The battalion once again deployed to Southwest Asia from January 2003 to July 2003 to support the 1st Marine Expeditionary Force (I MEF) in Operation Iraqi Freedom. The battalion's timely and accurate fires proved to be crucial in allowing I MEF to quickly move deep into Iraqi territory and topple the regime in 21 days of major combat operations. Immediately following the fall of Baghdad, the battalion assumed the mission of a Provisional Infantry Battalion and begun assisting in civil/military duties as well as conducting Security and Stability Operation (SASO) patrols in the capital city, securing hospitals and other vital infrastructure.

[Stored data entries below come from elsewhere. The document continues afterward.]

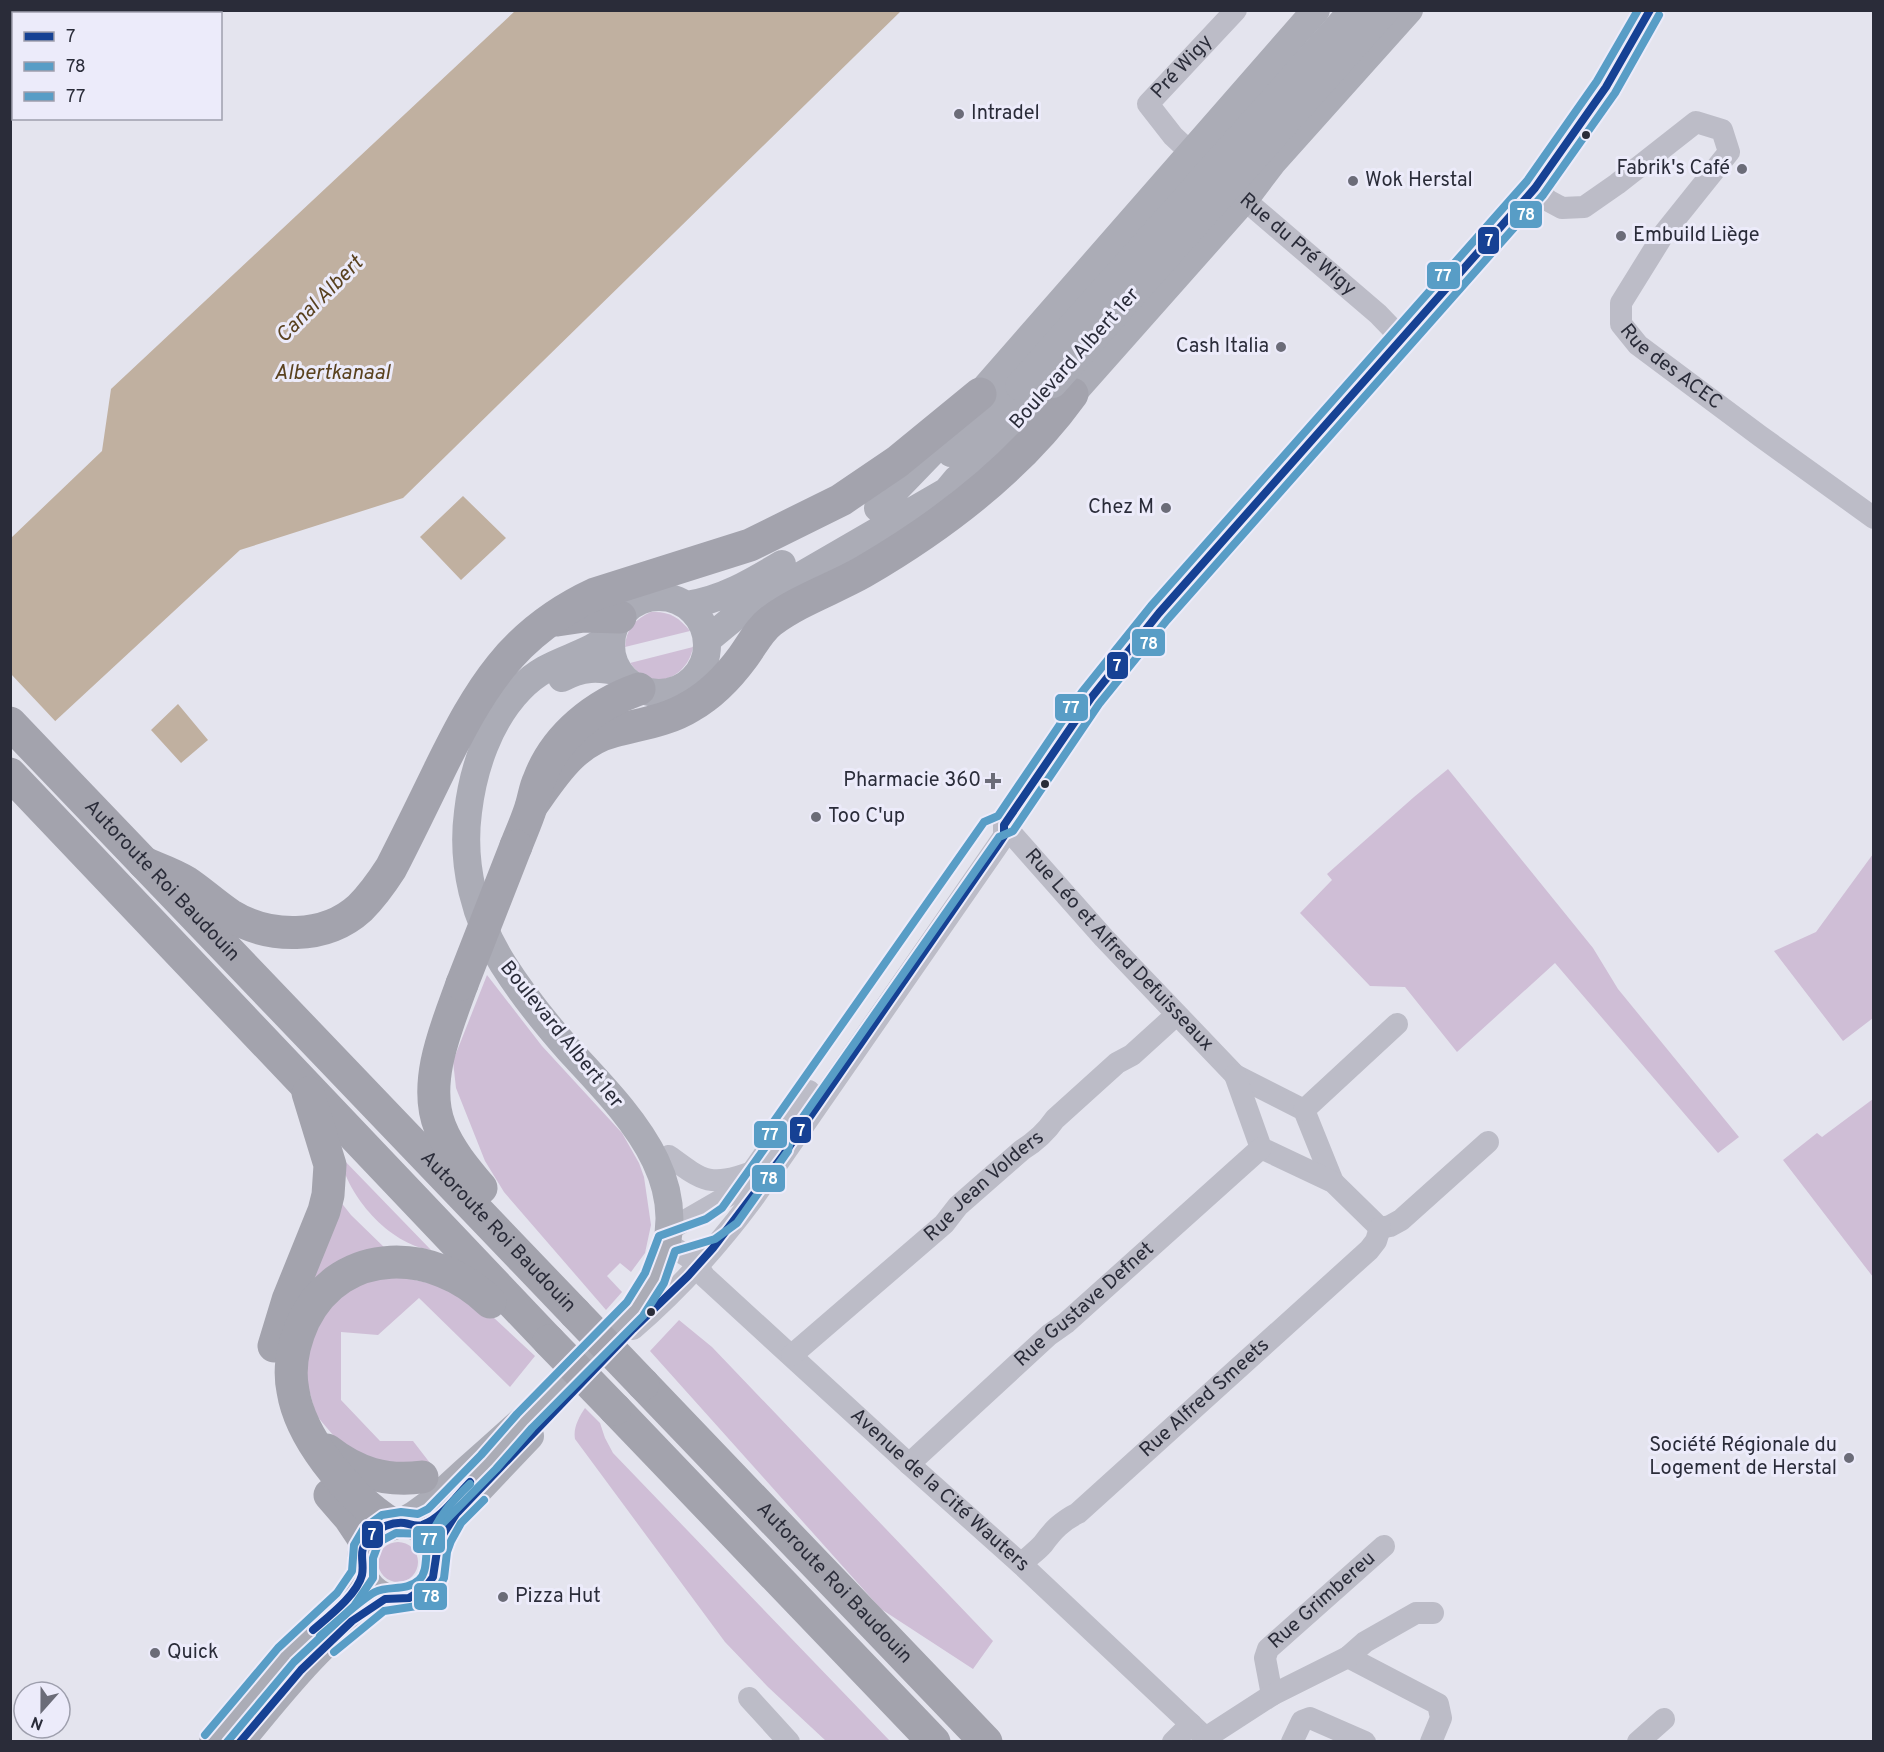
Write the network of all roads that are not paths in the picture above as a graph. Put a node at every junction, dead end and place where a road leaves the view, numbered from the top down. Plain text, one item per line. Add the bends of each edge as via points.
1 (1236, 10) edge
2 (1316, 10) edge
3 (1353, 10) edge
4 (1386, 10) edge
5 (1409, 10) edge
6 (1650, 10) edge
7 (1190, 153) junction
8 (1535, 188) junction
9 (1244, 200) junction
10 (1402, 339) junction
11 (1062, 389) junction
12 (980, 394) junction
13 (878, 508) junction
14 (1874, 518) edge
15 (686, 605) junction
16 (550, 621) junction
17 (616, 626) junction
18 (707, 640) junction
19 (629, 680) junction
20 (10, 723) edge
21 (10, 774) edge
22 (532, 805) junction
23 (1004, 825) junction
24 (144, 863) junction
25 (1176, 1015) junction
26 (1398, 1024) dead end
27 (568, 1049) junction
28 (1235, 1075) junction
29 (306, 1086) junction
30 (1304, 1110) junction
31 (1488, 1142) dead end
32 (1260, 1148) junction
33 (669, 1156) junction
34 (752, 1172) junction
35 (1334, 1182) junction
36 (1380, 1228) junction
37 (678, 1242) junction
38 (514, 1249) junction
39 (549, 1341) junction
40 (792, 1355) junction
41 (308, 1431) junction
42 (494, 1439) junction
43 (909, 1464) junction
44 (422, 1477) joint
45 (396, 1523) junction
46 (1384, 1546) dead end
47 (436, 1552) junction
48 (364, 1558) junction
49 (1021, 1564) junction
50 (388, 1598) junction
51 (1433, 1613) dead end
52 (1348, 1657) junction
53 (1272, 1695) junction
54 (748, 1698) dead end
55 (1664, 1719) dead end
56 (1203, 1734) edge
57 (213, 1742) edge
58 (240, 1742) edge
59 (789, 1742) edge
60 (934, 1742) edge
61 (986, 1742) edge
62 (1173, 1742) edge
63 (1292, 1742) edge
64 (1365, 1742) edge
65 (1431, 1742) edge
66 (1638, 1742) edge

1 - 7 street, Pré Wigy via 1148,104
2 - 7 main road
3 - 13 main road, Boulevard Albert 1er, bridge via 1019,386 953,451
4 - 11 main road, Boulevard Albert 1er, bridge
5 - 9 main road via 1272,163
6 - 8 street via 1606,87
7 - 9 street, Rue du Pré Wigy
7 - 12 main road
8 - 10 street
8 - 14 street, Rue des ACEC via 1562,208 1584,207 1696,122 1722,130 1728,152 1659,242 1621,303 1621,324 1638,345
9 - 10 street, Rue du Pré Wigy
9 - 11 main road
10 - 23 street via 1159,613 1112,671
11 - 18 main road, Boulevard Albert 1er via 947,491 747,607
11 - 22 highway via 1056,415 1011,463 951,514 880,562 769,622 730,673 690,707 655,722 611,731 579,748 557,769
12 - 13 main road
12 - 16 highway via 897,462 841,500 750,545 594,594
13 - 15 main road, Boulevard Albert 1er via 736,590
15 - 17 main road, Boulevard Albert 1er via 656,597 636,603
15 - 18 main road via 700,620
16 - 17 highway via 584,616
16 - 24 highway via 520,644 490,679 463,723 392,868 375,892 343,920 312,931 289,933 253,927 231,916 185,881
17 - 19 main road via 611,650
17 - 27 main road, Boulevard Albert 1er via 589,651 540,672 510,700 483,752 467,817 467,862 482,922 504,966
18 - 19 main road, Boulevard Albert 1er via 703,665 680,689 646,692
19 - 22 highway via 627,693 567,734 538,781
19 - 33 main road, Boulevard Albert 1er via 594,668 573,672 540,694 518,718 503,747 487,795 483,857 500,923 517,955 658,1136
20 - 24 highway, Autoroute Roi Baudouin
21 - 29 highway, Autoroute Roi Baudouin
22 - 38 highway, bridge via 443,1036 435,1071 439,1125 461,1165 515,1228
23 - 25 street, Rue Léo et Alfred Defuisseaux
23 - 34 street via 993,828
23 - 37 street via 1004,836 739,1217
24 - 38 highway, Autoroute Roi Baudouin
25 - 28 street, Rue Léo et Alfred Defuisseaux
25 - 40 street, Rue Jean Volders via 1132,1055 1117,1063 1054,1119 1048,1130 966,1199 944,1224
26 - 30 street
27 - 37 main road, Boulevard Albert 1er via 605,1089 655,1156
27 - 42 main road via 642,1159 654,1204 652,1249 642,1276 622,1306
28 - 30 street, Rue Léo et Alfred Defuisseaux
28 - 32 street, Rue Léo et Alfred Defuisseaux
29 - 39 highway, Autoroute Roi Baudouin
29 - 48 highway via 331,1176 324,1211 274,1343 273,1389 290,1439 350,1518
30 - 35 street
31 - 36 street via 1401,1220
32 - 35 street
32 - 43 street, Rue Gustave Defnet
33 - 34 street via 700,1178 713,1181 728,1181
33 - 37 main road, Boulevard Albert 1er via 676,1177
34 - 37 street
35 - 36 street
36 - 49 street, Rue Alfred Smeets via 1369,1250 1078,1512 1057,1526
37 - 40 street, Avenue de la Cité Wauters via 705,1277
37 - 42 main road via 635,1308 557,1389
37 - 47 main road via 668,1272 633,1329 456,1514
38 - 61 highway, Autoroute Roi Baudouin, bridge
39 - 41 highway via 514,1325 476,1288 454,1275 412,1262 363,1267 347,1274 317,1300 298,1332 292,1353 292,1389
39 - 60 highway, Autoroute Roi Baudouin, bridge
40 - 43 street, Avenue de la Cité Wauters
41 - 44 highway via 337,1458 362,1472 391,1479
41 - 45 highway via 320,1453 364,1505
42 - 44 main road via 443,1472
42 - 45 main road via 428,1507
43 - 49 street, Avenue de la Cité Wauters
45 - 47 main road via 423,1532
45 - 48 main road via 373,1533
46 - 53 street, Rue Grimbereu via 1268,1650 1265,1658
47 - 50 main road via 435,1574 425,1588 410,1598
48 - 50 main road via 372,1588
48 - 57 main road via 353,1590 345,1600 286,1655
49 - 56 street, Avenue de la Cité Wauters
50 - 58 main road via 318,1652
51 - 52 street via 1416,1613 1365,1642
52 - 53 street
52 - 65 street via 1438,1704 1441,1718
53 - 56 street
54 - 59 street
55 - 66 street
56 - 62 street
63 - 64 street via 1302,1721 1310,1718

In November 2003 the battalion again received orders to deploy to Iraq, but this time as a Provisional Military Police Battalion. The battalion quickly transitioned into its new job and deployed from February 2004 to September 2004. The battalion's motto of Semper Flexibils, Always Flexible, held true with the battalion participating in missions ranging from convoy escorts, combat patrols, humanitarian assistance, security force training, and controlling a battle space of over 40,000 square kilometers.

In May 2005, the battalion became the first unit in the world to field the new M777 lightweight howitzer. Feedback from the artillerymen of 3/11 led to modifications prior to being issued to other Marine and Army units.

Currently, the battalion supports OIF by deploying individual batteries to fulfill the role of artillery support, as well as provisional MP; as well as supporting III MEF in Okinawa, Japan with the Unit Deployment Program by deploying a battery semi-annually.

3/11 deployed to southern Afghanistan in the spring of 2009 as part of the 2nd Marine Expeditionary Brigade. They are part of the 17,000 troop increase announced by President Obama in mid-February. 3/11 operated as part of Regimental Combat Team 3 and was the only Marine artillery battalion in Afghanistan. The battalion built Fiddler's Green in July 2009 as a fire base for Operation Strike of the Sword.